## TASK REQUIREMENTS
Lines with "Right": copy each one from the listing below.

## RECORDS FOR PROCESSING

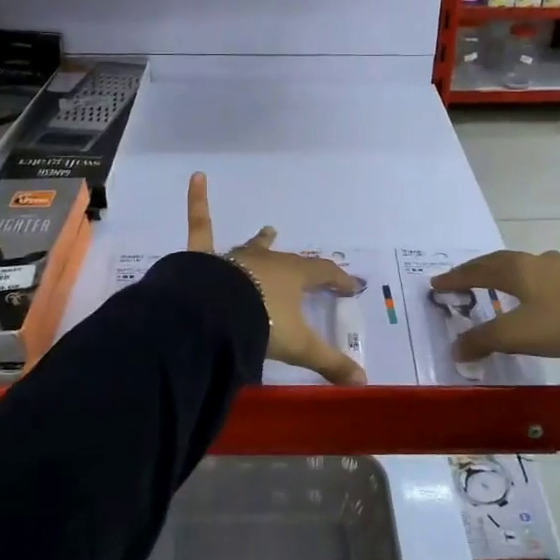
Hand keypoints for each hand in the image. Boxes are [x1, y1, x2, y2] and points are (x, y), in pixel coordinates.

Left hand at [186, 173, 366, 384]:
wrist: (214, 316)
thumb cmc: (261, 324)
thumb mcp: (299, 346)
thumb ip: (330, 363)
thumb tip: (363, 382)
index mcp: (292, 278)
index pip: (322, 274)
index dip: (338, 280)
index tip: (350, 286)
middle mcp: (266, 262)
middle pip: (287, 260)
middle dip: (299, 265)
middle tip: (306, 266)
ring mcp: (234, 258)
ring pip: (251, 247)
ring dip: (260, 242)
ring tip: (267, 231)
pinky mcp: (203, 259)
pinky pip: (200, 227)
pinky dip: (198, 202)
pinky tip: (196, 177)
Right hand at [432, 250, 559, 361]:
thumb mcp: (517, 335)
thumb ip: (483, 340)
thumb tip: (456, 347)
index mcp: (516, 271)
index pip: (476, 271)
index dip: (455, 278)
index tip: (437, 284)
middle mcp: (539, 261)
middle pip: (502, 261)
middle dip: (481, 269)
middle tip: (466, 278)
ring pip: (537, 264)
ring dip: (520, 271)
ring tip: (515, 280)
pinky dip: (559, 279)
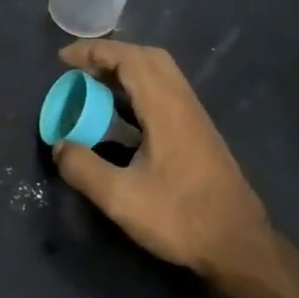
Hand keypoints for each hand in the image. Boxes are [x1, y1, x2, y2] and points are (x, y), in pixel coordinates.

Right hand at [52, 39, 274, 283]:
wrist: (238, 245)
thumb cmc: (180, 218)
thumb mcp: (120, 198)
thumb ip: (83, 168)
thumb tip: (60, 145)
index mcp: (167, 110)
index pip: (131, 60)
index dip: (94, 51)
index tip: (63, 58)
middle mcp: (184, 105)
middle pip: (150, 58)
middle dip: (111, 55)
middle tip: (79, 69)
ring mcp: (195, 119)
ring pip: (161, 75)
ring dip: (126, 72)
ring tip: (94, 87)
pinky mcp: (198, 136)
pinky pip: (166, 94)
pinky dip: (138, 90)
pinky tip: (121, 117)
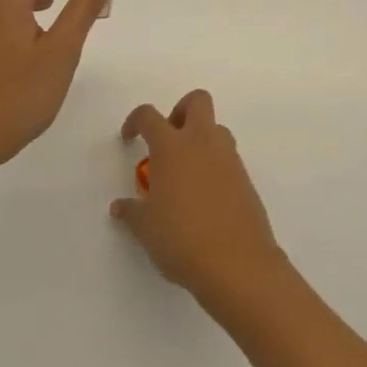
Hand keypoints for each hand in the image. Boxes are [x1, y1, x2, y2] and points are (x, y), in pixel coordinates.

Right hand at [113, 90, 288, 308]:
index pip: (149, 116)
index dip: (135, 121)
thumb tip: (120, 207)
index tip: (129, 139)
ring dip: (200, 139)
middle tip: (167, 142)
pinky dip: (214, 167)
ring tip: (184, 174)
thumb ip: (131, 211)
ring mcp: (229, 159)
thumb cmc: (182, 239)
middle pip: (197, 101)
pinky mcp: (246, 180)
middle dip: (180, 111)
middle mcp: (203, 143)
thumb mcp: (145, 228)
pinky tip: (203, 198)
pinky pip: (228, 159)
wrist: (238, 265)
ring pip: (217, 129)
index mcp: (172, 147)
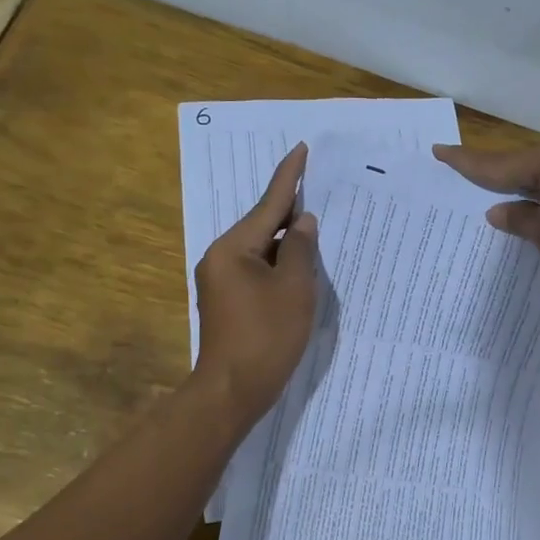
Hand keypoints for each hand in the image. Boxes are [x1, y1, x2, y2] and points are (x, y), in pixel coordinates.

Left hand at [194, 143, 320, 421]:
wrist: (232, 391)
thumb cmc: (266, 336)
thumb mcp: (294, 288)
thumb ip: (302, 249)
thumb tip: (303, 222)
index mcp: (233, 248)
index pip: (268, 204)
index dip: (289, 176)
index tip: (301, 149)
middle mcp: (220, 257)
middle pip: (262, 224)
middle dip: (290, 210)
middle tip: (318, 189)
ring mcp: (221, 280)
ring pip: (261, 249)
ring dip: (287, 241)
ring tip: (316, 227)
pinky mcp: (227, 300)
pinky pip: (257, 269)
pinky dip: (279, 263)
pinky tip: (299, 265)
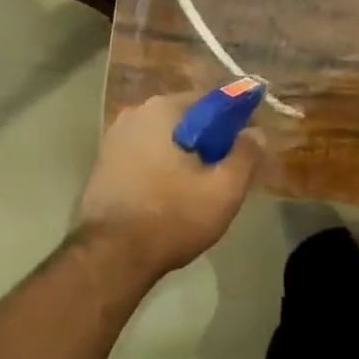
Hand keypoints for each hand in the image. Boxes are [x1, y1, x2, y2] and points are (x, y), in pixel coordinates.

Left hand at [76, 93, 265, 280]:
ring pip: (163, 138)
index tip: (245, 146)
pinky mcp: (102, 162)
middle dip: (206, 140)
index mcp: (163, 109)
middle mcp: (135, 113)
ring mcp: (114, 138)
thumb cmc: (171, 217)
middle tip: (223, 172)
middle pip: (185, 119)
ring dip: (181, 154)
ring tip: (196, 188)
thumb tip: (256, 133)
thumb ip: (245, 156)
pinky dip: (159, 166)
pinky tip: (168, 195)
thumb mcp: (223, 190)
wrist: (110, 257)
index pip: (211, 101)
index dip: (234, 122)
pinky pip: (143, 154)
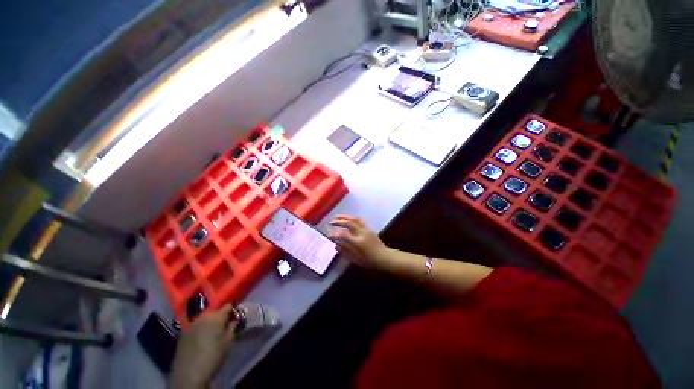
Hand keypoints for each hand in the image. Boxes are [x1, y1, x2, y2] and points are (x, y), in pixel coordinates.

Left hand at [170, 305, 236, 388]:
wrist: (189, 373)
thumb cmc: (213, 356)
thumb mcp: (228, 342)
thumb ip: (232, 327)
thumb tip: (234, 320)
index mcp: (217, 316)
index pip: (228, 306)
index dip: (232, 311)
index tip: (234, 318)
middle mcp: (204, 316)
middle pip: (215, 311)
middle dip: (220, 316)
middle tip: (223, 327)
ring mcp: (192, 324)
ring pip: (204, 318)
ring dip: (209, 322)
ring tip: (212, 333)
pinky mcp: (183, 332)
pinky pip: (196, 326)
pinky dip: (200, 329)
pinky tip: (201, 338)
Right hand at [328, 214, 390, 269]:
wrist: (385, 258)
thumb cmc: (370, 262)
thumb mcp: (356, 260)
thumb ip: (346, 252)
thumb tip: (336, 246)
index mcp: (358, 242)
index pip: (343, 234)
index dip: (335, 234)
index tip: (328, 235)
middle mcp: (362, 233)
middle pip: (349, 223)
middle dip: (338, 222)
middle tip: (330, 222)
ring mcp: (366, 230)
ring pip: (354, 219)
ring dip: (345, 217)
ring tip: (337, 216)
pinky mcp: (369, 229)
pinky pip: (359, 221)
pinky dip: (352, 218)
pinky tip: (348, 219)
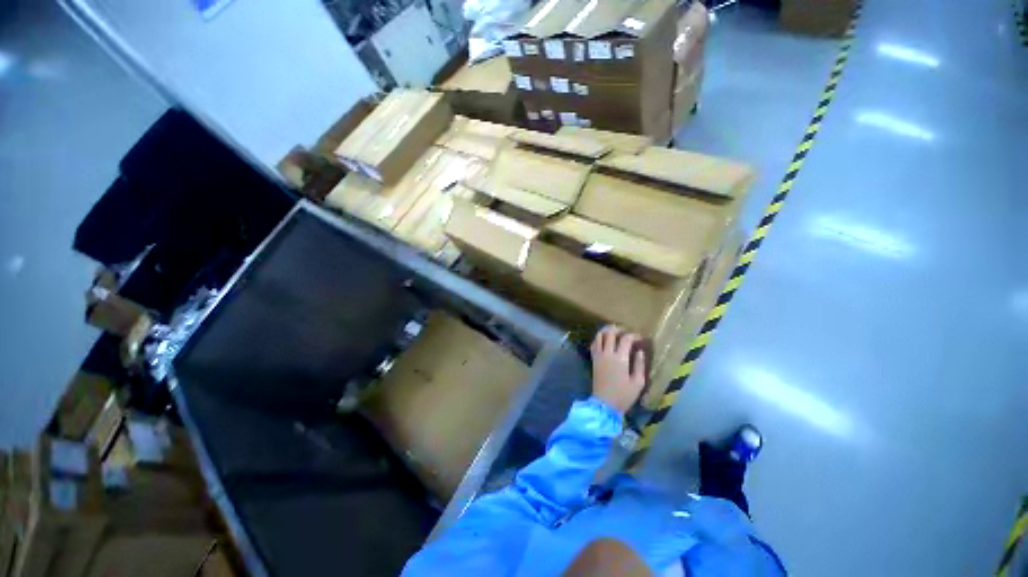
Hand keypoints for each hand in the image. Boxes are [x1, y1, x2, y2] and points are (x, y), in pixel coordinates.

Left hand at [589, 326, 646, 413]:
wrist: (604, 404)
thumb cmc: (623, 395)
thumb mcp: (638, 382)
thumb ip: (639, 364)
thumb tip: (640, 351)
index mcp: (620, 359)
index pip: (625, 339)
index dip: (633, 335)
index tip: (639, 338)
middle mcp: (607, 354)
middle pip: (610, 333)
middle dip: (618, 329)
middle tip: (626, 331)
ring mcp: (598, 356)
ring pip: (599, 336)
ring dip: (606, 331)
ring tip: (615, 332)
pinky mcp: (593, 359)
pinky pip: (594, 344)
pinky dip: (599, 339)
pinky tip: (605, 341)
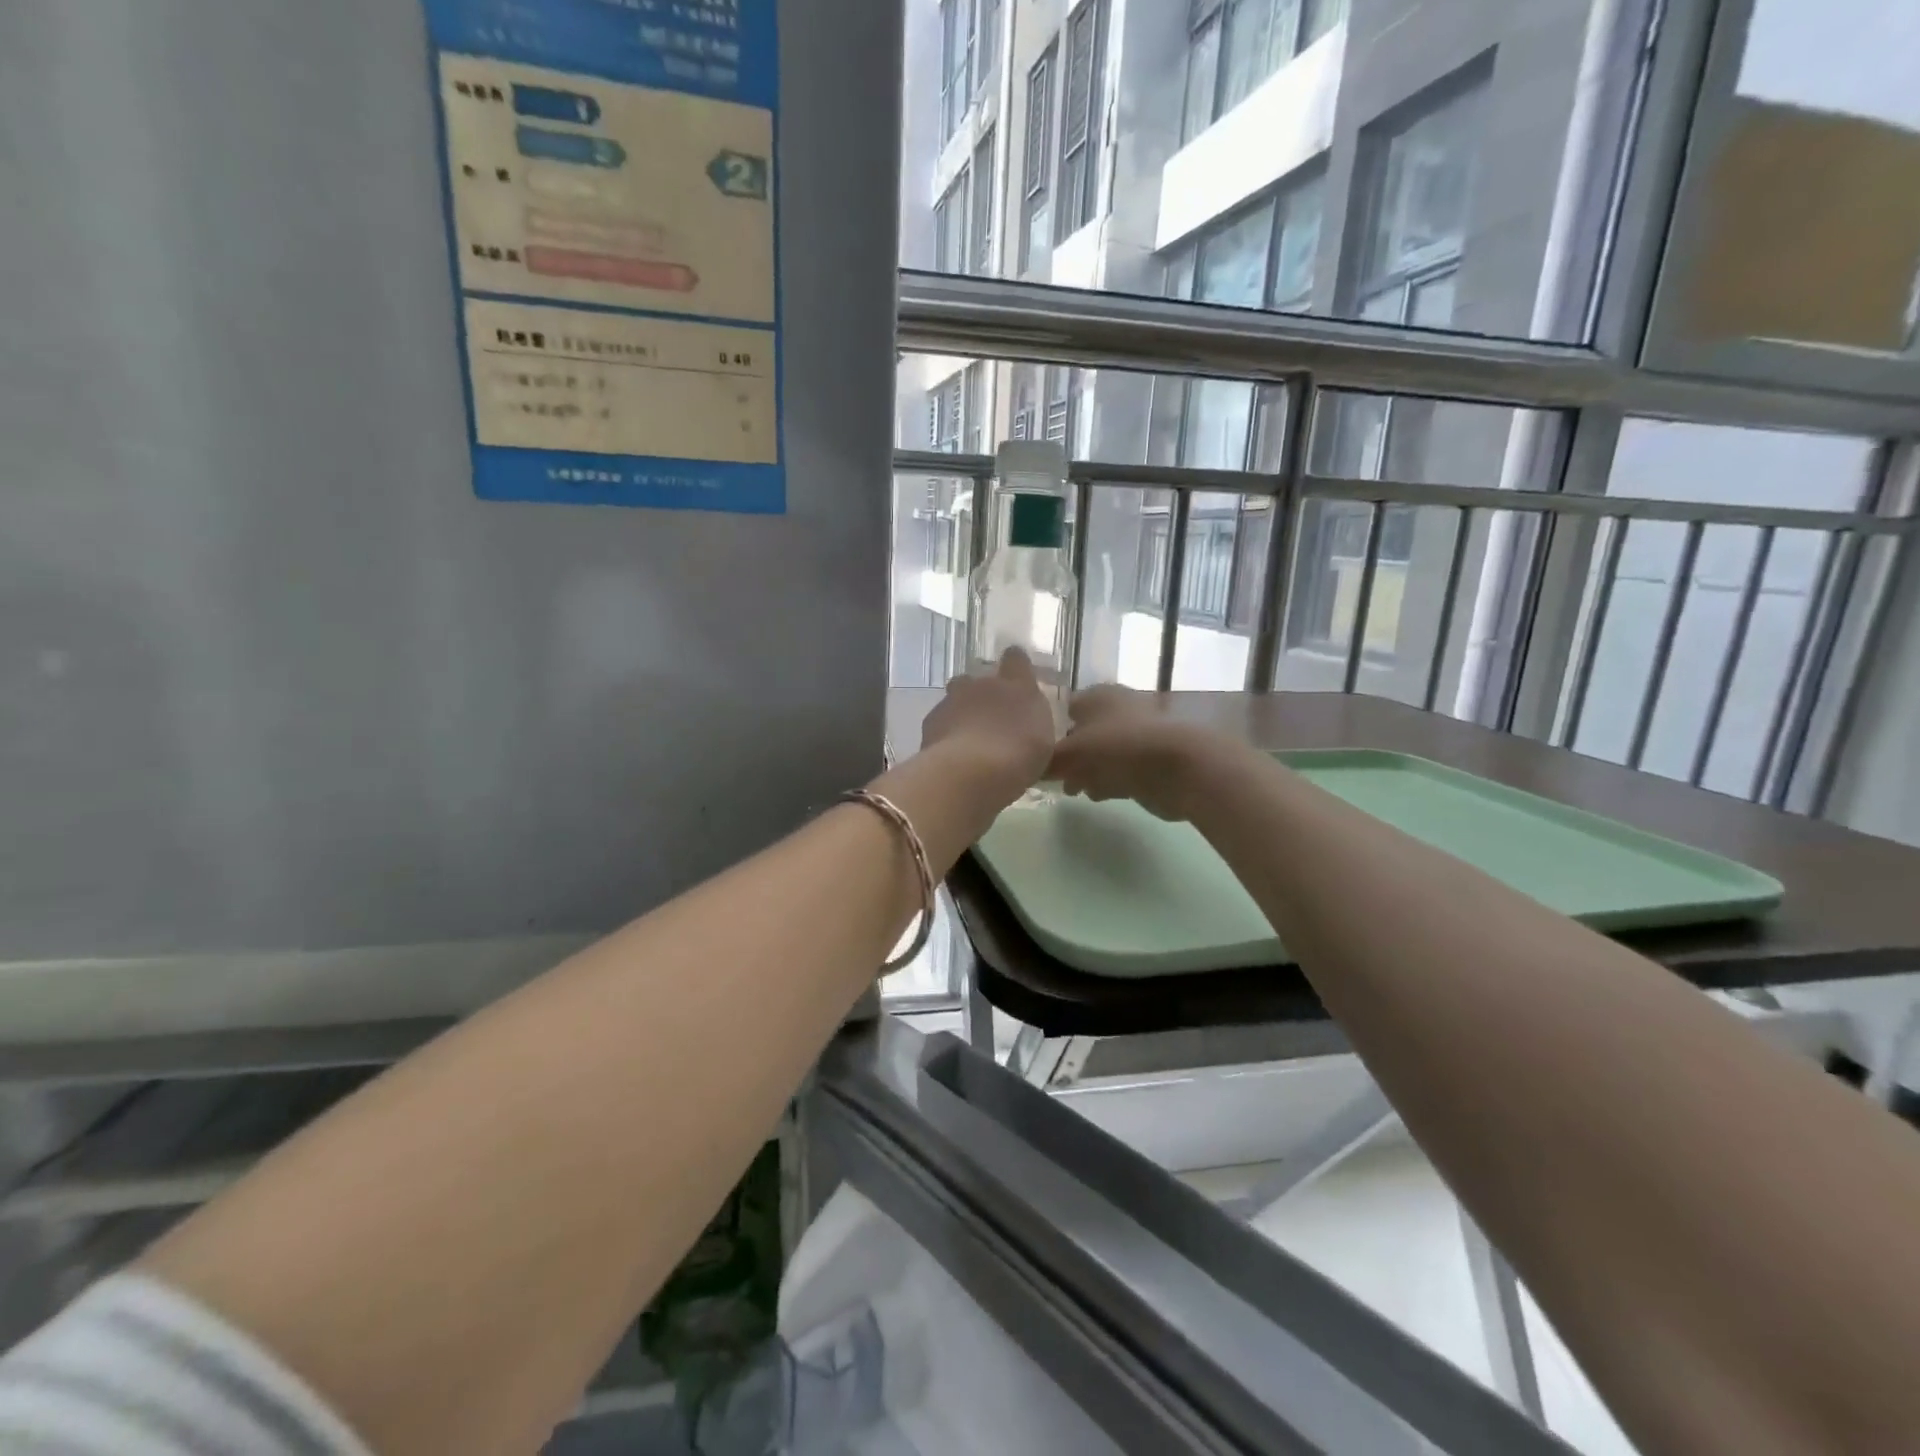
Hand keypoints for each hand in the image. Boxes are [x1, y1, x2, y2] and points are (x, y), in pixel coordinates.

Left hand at [919, 648, 1055, 803]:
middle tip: (990, 720)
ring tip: (967, 740)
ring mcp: (953, 700)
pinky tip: (952, 754)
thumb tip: (1024, 723)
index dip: (1015, 666)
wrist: (971, 770)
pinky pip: (939, 721)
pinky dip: (945, 733)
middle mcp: (983, 685)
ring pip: (954, 698)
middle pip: (978, 679)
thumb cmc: (1019, 756)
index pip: (1016, 658)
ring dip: (960, 713)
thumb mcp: (1043, 742)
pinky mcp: (931, 720)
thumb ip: (1033, 725)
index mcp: (1017, 685)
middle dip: (981, 694)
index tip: (1016, 678)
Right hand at [1049, 684, 1232, 821]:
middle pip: (1084, 731)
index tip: (1036, 752)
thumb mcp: (1071, 754)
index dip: (1049, 728)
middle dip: (1069, 755)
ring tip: (1074, 790)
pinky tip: (1099, 794)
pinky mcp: (1153, 759)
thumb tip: (1030, 768)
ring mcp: (1138, 734)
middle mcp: (1118, 708)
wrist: (1179, 767)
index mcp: (1097, 695)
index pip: (1065, 707)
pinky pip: (1121, 769)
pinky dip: (1109, 780)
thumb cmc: (1119, 748)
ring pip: (1103, 752)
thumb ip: (1047, 761)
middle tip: (1054, 776)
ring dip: (1088, 771)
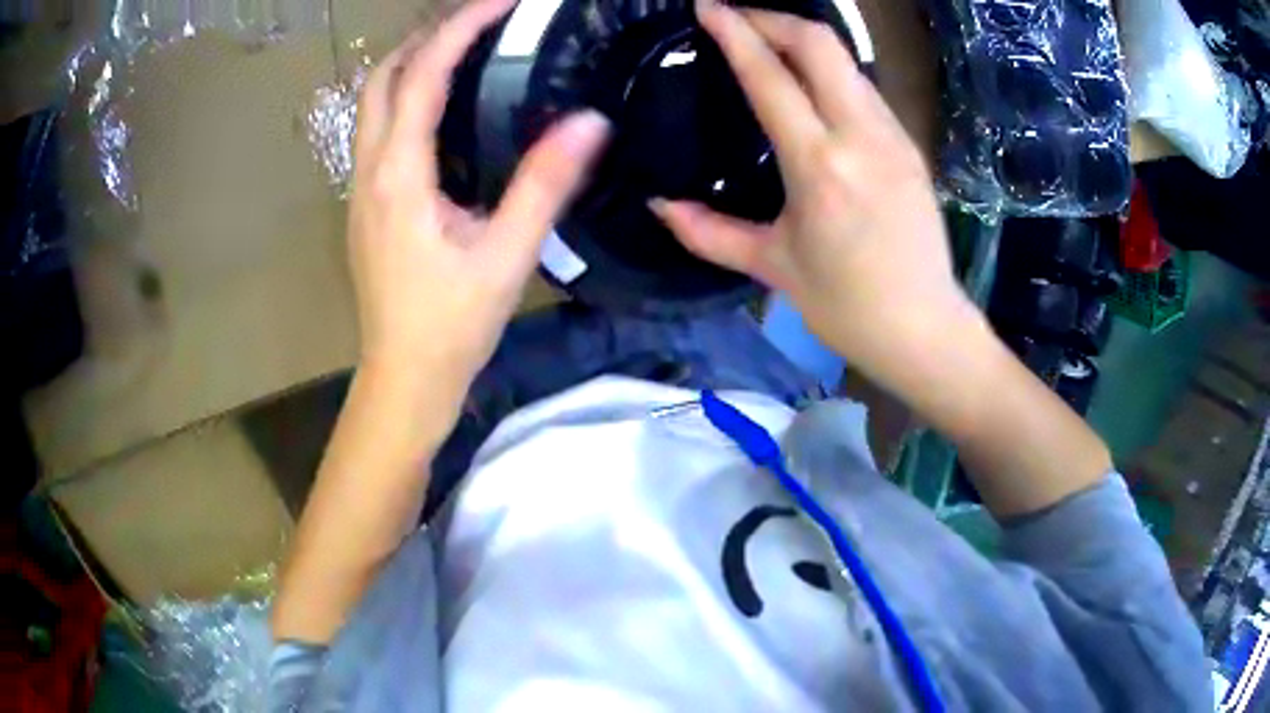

## RESPONSE TO THIS EXERCISE
Right hand at [432, 250, 559, 361]:
Right hand at [52, 39, 274, 283]:
Right hand at [113, 90, 288, 308]:
Right hand at [328, 214, 390, 269]:
Right hand at [1049, 684, 1232, 821]:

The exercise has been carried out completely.